FRANKFURT (Reuters) – The European Central Bank plans to increase scrutiny of bank board directors and will take look more closely at diversity within management bodies, ECB supervisor Edouard Fernandez-Bollo said on Friday.

The ECB already examines the suitability of board candidates in a so-called fit and proper assessment, but rules across the 19 euro zone members vary, so the quality of these checks can be inconsistent.

The ECB plans to ask banks to undertake a suitability assessment before making appointments, and they will put greater emphasis on the candidates’ previous positions and the bank’s specific needs, Fernandez-Bollo said in a speech.

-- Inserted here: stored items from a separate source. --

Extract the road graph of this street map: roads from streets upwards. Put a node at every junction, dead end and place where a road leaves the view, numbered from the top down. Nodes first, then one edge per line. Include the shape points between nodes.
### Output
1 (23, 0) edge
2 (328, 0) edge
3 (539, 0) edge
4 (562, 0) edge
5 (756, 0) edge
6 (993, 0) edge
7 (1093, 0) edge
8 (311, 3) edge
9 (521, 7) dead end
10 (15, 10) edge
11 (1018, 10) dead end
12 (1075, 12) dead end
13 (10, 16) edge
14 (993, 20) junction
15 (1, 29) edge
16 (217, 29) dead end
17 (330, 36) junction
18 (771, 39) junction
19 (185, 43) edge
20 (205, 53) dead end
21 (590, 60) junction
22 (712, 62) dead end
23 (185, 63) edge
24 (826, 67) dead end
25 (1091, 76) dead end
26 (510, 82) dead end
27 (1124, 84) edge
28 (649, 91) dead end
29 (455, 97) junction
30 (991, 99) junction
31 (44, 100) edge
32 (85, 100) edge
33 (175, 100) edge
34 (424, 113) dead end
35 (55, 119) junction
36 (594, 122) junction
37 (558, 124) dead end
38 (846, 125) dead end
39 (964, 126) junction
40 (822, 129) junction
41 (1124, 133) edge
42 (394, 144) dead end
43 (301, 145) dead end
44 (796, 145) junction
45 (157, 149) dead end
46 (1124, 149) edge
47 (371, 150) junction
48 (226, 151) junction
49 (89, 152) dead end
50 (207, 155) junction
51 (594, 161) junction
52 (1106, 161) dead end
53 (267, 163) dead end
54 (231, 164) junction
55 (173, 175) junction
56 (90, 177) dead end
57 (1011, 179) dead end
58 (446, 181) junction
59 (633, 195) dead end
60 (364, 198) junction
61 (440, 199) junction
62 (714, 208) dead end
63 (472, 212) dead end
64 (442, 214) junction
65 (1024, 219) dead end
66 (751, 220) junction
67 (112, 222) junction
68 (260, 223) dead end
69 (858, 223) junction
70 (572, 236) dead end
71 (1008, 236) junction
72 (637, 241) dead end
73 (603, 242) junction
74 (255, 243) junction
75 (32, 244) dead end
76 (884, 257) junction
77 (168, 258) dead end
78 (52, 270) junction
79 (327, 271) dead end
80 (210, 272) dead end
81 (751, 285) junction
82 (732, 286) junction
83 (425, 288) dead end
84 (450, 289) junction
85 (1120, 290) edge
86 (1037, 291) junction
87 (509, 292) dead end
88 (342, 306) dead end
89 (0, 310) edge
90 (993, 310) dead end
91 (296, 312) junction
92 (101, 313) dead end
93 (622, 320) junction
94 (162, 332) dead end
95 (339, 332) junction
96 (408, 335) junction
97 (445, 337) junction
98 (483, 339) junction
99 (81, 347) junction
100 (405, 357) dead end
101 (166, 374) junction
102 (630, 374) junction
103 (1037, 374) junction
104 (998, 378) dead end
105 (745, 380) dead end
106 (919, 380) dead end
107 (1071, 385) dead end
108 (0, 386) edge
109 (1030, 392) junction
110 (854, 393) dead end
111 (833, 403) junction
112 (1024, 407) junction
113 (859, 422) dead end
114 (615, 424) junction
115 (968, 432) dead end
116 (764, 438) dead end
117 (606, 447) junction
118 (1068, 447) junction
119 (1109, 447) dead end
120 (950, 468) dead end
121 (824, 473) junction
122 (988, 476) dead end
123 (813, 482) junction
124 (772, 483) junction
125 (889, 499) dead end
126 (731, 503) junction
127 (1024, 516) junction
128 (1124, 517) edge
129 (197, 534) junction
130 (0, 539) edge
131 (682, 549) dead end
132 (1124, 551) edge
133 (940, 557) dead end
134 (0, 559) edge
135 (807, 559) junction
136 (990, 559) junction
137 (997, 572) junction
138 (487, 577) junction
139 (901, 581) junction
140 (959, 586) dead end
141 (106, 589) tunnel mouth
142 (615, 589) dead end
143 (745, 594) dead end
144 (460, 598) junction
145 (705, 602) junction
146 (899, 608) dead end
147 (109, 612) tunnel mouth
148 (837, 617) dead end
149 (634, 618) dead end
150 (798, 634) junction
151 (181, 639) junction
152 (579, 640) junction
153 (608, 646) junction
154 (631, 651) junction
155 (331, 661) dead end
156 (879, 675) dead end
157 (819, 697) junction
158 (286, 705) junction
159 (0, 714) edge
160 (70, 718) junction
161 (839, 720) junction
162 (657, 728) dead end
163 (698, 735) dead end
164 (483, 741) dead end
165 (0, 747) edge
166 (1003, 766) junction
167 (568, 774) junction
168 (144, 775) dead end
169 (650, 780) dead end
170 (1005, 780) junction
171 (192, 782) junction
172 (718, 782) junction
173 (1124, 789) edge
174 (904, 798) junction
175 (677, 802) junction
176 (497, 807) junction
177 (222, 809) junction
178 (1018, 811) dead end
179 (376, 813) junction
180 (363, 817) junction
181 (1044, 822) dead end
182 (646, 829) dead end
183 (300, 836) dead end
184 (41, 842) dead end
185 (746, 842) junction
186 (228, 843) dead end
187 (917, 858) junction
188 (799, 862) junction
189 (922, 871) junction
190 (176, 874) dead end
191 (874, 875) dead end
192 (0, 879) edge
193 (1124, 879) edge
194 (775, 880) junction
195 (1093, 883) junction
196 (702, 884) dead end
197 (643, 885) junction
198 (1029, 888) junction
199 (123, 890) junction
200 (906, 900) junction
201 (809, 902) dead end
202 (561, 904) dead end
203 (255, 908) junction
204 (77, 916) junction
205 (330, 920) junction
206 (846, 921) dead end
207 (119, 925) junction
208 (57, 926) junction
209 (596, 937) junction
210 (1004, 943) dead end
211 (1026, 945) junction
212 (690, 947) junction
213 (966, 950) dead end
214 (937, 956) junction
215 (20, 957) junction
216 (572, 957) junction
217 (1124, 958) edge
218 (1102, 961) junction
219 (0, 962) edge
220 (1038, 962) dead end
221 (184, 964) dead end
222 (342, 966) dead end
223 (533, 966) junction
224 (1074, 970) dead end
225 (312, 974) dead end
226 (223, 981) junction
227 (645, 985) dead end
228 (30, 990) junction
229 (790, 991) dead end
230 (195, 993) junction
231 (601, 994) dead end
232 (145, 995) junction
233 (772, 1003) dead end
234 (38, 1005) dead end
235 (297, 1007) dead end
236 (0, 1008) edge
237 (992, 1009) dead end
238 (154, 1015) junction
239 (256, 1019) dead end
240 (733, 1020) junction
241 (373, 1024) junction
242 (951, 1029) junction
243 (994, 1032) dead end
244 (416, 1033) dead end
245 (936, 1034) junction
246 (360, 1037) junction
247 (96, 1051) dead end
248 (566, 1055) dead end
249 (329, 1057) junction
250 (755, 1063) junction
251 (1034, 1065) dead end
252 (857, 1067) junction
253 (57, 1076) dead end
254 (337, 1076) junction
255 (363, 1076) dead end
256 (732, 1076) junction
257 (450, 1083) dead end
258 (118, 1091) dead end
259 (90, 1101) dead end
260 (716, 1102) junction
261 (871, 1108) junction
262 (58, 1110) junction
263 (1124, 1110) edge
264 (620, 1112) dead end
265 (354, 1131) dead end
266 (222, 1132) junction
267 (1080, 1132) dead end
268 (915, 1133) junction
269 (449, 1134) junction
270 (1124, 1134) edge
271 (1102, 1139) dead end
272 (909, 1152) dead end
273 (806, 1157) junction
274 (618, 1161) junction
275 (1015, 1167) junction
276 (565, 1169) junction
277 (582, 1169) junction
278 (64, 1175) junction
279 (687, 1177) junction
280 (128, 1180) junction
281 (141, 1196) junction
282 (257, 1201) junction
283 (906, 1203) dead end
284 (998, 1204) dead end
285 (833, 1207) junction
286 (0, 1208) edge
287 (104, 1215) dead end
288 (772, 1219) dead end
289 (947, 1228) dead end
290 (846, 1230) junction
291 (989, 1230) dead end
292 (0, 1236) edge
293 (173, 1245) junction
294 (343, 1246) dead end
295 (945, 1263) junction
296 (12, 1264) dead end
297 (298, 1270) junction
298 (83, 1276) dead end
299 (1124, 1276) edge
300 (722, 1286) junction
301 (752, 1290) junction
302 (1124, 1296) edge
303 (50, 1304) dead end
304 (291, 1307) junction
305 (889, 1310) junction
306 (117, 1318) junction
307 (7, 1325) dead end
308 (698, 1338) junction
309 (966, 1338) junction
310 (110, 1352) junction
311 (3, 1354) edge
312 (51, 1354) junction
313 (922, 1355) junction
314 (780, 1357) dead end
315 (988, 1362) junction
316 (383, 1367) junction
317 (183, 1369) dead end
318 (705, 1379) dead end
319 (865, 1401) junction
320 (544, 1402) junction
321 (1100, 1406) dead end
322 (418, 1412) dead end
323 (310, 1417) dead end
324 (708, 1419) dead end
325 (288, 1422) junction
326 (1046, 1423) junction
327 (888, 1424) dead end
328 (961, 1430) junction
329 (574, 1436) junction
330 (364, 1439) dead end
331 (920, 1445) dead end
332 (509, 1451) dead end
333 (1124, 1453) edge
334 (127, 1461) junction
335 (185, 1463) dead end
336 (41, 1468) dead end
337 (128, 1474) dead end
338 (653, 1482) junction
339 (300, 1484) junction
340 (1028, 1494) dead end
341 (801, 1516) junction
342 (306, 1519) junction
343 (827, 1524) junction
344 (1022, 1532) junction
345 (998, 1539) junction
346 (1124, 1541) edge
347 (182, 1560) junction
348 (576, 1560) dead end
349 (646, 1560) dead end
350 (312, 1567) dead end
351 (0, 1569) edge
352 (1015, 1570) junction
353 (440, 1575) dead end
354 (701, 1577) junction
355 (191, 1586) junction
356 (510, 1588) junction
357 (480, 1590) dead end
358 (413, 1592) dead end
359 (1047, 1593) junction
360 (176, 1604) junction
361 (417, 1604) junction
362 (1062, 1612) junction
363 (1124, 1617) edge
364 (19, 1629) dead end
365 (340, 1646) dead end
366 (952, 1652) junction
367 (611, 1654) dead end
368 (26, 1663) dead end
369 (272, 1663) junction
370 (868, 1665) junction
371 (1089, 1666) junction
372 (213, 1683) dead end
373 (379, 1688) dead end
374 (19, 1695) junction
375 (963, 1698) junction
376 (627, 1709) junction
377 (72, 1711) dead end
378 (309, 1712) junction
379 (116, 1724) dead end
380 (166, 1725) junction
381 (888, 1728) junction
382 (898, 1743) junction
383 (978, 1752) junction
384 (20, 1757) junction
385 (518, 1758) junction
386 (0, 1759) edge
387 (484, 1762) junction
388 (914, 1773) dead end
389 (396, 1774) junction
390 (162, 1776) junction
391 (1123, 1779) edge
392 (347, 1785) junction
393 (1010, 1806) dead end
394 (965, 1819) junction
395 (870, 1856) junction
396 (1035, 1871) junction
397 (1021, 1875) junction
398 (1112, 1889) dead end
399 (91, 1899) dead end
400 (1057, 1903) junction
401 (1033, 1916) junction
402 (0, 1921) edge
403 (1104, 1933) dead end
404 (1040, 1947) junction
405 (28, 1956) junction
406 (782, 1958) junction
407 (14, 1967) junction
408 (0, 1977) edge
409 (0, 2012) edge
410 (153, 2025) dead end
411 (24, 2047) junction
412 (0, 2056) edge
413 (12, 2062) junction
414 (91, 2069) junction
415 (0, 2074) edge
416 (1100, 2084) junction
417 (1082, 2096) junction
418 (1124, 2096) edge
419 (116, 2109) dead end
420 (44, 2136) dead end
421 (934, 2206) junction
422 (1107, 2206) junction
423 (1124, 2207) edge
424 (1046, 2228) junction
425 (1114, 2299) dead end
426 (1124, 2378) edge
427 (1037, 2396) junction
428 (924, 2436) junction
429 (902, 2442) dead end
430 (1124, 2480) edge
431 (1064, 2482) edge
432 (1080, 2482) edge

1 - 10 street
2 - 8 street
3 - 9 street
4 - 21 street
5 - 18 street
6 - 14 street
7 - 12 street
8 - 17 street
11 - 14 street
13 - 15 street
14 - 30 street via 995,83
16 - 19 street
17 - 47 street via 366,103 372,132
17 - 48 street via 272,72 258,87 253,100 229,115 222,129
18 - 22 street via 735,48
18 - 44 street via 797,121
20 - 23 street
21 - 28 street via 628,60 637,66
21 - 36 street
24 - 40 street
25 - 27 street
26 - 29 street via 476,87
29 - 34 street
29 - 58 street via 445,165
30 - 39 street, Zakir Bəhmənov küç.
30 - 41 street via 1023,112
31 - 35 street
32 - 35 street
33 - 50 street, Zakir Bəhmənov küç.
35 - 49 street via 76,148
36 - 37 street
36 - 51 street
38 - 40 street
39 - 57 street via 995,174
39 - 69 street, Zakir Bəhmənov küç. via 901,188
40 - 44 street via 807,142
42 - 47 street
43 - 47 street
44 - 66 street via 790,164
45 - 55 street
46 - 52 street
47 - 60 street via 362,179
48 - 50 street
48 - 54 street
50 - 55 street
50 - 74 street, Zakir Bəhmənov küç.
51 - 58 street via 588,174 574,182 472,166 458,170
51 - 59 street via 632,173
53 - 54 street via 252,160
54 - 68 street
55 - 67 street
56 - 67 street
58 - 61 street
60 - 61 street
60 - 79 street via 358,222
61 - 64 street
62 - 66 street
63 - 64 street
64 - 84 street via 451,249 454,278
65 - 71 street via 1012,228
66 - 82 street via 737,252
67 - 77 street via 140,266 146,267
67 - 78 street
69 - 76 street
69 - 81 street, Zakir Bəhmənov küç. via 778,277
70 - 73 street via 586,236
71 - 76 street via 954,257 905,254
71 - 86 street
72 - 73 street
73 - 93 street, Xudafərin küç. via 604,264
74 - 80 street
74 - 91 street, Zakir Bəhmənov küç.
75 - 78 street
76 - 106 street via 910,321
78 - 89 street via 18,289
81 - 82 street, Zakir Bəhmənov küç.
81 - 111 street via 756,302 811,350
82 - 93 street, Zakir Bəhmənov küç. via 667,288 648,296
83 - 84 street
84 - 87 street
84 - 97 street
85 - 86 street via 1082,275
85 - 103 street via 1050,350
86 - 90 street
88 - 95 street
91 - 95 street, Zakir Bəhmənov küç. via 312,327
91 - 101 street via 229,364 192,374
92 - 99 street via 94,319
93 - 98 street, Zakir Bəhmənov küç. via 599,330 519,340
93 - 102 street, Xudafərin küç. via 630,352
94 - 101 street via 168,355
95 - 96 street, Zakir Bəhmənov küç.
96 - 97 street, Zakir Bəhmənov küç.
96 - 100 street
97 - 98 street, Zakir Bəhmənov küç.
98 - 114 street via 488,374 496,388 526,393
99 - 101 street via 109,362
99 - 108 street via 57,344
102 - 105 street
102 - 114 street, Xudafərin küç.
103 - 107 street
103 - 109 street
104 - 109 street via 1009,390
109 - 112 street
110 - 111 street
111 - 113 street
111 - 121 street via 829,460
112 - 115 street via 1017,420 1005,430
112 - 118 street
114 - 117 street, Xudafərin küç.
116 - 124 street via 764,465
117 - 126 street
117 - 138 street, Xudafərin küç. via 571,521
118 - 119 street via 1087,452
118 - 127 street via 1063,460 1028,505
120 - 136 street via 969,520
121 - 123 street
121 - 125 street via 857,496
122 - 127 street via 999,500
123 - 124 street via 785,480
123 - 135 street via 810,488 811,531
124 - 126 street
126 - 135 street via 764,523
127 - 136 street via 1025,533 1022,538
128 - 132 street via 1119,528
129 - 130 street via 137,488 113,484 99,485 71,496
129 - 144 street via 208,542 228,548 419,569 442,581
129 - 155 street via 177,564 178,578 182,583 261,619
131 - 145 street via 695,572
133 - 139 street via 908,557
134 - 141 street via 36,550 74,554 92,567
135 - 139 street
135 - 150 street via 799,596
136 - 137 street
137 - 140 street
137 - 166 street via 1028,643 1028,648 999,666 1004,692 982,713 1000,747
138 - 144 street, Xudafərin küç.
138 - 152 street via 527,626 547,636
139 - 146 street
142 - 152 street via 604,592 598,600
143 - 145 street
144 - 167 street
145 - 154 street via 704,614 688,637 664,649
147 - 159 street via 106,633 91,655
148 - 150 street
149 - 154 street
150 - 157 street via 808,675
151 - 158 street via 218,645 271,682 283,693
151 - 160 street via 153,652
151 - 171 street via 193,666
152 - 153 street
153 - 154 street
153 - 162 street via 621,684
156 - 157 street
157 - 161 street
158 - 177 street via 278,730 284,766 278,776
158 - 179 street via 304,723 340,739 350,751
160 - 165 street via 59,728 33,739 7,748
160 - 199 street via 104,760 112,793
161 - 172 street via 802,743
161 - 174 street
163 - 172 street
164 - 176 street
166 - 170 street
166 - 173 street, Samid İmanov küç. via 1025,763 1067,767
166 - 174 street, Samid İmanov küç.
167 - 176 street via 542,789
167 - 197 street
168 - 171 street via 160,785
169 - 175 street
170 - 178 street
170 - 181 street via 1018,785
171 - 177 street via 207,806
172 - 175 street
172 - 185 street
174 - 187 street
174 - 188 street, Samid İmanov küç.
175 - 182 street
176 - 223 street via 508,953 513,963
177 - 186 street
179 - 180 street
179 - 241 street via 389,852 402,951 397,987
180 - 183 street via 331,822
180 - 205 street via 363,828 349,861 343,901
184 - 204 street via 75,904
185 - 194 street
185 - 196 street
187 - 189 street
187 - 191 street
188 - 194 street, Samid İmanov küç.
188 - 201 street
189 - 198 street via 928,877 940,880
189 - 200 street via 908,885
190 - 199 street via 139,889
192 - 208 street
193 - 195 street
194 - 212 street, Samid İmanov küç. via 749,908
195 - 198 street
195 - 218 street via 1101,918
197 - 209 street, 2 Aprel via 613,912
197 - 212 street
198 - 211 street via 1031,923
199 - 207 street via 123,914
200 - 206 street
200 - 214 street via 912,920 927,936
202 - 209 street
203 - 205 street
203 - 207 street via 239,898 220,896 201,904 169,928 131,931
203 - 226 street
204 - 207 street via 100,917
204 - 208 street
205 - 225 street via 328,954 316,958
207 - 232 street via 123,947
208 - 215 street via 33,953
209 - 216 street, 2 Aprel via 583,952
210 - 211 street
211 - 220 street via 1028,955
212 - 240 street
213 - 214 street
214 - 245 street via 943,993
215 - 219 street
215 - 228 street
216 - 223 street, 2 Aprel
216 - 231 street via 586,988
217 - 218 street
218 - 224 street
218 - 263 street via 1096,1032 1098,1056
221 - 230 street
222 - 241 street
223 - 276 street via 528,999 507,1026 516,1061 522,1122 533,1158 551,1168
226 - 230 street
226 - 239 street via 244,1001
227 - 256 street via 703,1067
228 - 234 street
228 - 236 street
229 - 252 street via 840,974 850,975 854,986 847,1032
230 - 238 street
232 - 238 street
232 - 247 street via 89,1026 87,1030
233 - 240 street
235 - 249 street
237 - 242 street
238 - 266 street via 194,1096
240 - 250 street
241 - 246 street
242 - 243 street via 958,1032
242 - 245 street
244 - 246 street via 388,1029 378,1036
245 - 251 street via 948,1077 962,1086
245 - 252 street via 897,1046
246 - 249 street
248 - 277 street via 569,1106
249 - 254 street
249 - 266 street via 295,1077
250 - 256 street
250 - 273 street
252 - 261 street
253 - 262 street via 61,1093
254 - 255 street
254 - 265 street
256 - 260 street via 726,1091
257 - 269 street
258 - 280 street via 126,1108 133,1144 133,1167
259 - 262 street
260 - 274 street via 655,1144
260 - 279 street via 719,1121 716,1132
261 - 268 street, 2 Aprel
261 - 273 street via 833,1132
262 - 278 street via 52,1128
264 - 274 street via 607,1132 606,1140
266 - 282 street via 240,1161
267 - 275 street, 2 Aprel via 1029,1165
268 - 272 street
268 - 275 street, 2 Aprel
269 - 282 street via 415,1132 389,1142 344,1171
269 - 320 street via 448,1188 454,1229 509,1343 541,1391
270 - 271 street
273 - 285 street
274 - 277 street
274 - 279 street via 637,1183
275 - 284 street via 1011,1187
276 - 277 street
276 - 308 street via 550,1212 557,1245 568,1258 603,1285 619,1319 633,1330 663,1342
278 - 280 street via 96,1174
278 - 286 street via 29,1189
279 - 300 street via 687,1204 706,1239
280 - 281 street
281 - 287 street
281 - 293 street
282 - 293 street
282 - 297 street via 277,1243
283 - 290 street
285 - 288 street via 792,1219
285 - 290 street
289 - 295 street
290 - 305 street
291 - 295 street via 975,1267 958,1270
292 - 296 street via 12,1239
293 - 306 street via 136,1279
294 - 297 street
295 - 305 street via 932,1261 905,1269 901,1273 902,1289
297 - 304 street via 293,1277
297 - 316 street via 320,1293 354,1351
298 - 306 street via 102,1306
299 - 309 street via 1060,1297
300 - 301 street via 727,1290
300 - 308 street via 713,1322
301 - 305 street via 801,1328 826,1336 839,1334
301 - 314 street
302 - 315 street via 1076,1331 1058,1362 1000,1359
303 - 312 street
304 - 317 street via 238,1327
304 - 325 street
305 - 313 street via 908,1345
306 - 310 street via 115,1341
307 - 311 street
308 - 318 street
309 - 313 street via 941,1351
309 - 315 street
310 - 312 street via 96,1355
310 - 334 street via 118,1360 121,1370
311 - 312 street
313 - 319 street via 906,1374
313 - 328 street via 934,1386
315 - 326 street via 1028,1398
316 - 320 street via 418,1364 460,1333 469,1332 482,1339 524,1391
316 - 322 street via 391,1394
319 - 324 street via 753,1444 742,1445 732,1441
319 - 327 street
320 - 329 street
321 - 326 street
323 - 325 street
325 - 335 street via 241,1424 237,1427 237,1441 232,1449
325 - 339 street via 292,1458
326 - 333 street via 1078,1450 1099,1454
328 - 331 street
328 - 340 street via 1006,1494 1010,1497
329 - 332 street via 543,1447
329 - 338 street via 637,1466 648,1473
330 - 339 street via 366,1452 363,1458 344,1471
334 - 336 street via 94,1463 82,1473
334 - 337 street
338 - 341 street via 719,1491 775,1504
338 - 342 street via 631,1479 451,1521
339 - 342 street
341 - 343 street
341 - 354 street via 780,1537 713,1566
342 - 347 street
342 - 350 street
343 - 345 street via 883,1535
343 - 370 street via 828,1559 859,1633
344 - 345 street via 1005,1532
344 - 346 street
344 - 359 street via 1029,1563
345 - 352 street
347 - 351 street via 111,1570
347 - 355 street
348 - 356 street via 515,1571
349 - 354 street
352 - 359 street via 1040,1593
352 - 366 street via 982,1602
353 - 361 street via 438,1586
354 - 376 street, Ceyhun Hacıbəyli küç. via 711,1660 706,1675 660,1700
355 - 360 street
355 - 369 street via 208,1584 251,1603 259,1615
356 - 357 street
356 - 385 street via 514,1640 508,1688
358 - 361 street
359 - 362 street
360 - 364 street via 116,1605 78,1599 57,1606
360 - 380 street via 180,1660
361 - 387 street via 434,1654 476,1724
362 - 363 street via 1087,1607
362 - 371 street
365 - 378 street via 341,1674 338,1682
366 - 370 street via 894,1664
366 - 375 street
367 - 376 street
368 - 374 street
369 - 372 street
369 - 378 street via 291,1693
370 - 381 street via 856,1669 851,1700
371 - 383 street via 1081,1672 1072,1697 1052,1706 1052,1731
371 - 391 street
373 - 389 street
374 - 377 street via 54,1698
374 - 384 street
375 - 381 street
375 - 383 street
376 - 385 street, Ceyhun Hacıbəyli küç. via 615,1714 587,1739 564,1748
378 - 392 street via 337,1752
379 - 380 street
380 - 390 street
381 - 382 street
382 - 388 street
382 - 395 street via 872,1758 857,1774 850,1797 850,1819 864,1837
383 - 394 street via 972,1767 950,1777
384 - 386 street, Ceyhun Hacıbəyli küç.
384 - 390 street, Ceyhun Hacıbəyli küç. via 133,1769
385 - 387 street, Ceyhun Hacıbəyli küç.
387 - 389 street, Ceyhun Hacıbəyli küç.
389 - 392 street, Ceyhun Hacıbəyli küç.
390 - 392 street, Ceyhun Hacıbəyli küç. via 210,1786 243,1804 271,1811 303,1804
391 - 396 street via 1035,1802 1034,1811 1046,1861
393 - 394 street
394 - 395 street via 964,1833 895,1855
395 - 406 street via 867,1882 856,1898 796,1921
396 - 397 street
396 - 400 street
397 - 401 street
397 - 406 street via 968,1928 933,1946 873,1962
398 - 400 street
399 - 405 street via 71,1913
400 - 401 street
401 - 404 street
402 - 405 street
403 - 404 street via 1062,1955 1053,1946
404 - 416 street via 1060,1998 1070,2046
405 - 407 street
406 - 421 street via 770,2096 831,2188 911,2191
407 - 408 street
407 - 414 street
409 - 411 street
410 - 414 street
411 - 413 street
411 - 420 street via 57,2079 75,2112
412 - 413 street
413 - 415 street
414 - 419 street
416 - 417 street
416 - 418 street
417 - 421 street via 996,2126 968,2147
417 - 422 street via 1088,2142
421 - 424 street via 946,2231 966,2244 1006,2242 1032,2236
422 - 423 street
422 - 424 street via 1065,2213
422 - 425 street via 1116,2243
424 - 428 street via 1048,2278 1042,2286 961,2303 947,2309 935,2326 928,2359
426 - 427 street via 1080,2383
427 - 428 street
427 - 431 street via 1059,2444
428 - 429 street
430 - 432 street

The supervisor also plans more detailed rules on how it will reassess board members once new information emerges, particularly in case of breaches related to anti-money laundering and financing of terrorism, Fernandez-Bollo added.

Fernandez-Bollo did not talk about enforcing diversity quotas, but he argued that diversity, including diversity in gender, backgrounds and experiences, improves efficiency and was thus crucial.

“Supervisors will consider furthermore all of the diversity-related aspects that are most relevant to enhancing the individual and collective leadership of boards,” he said.

“Diversity within a management body is therefore crucial … there is a lot of room for improvement in this area in European banks,” he said.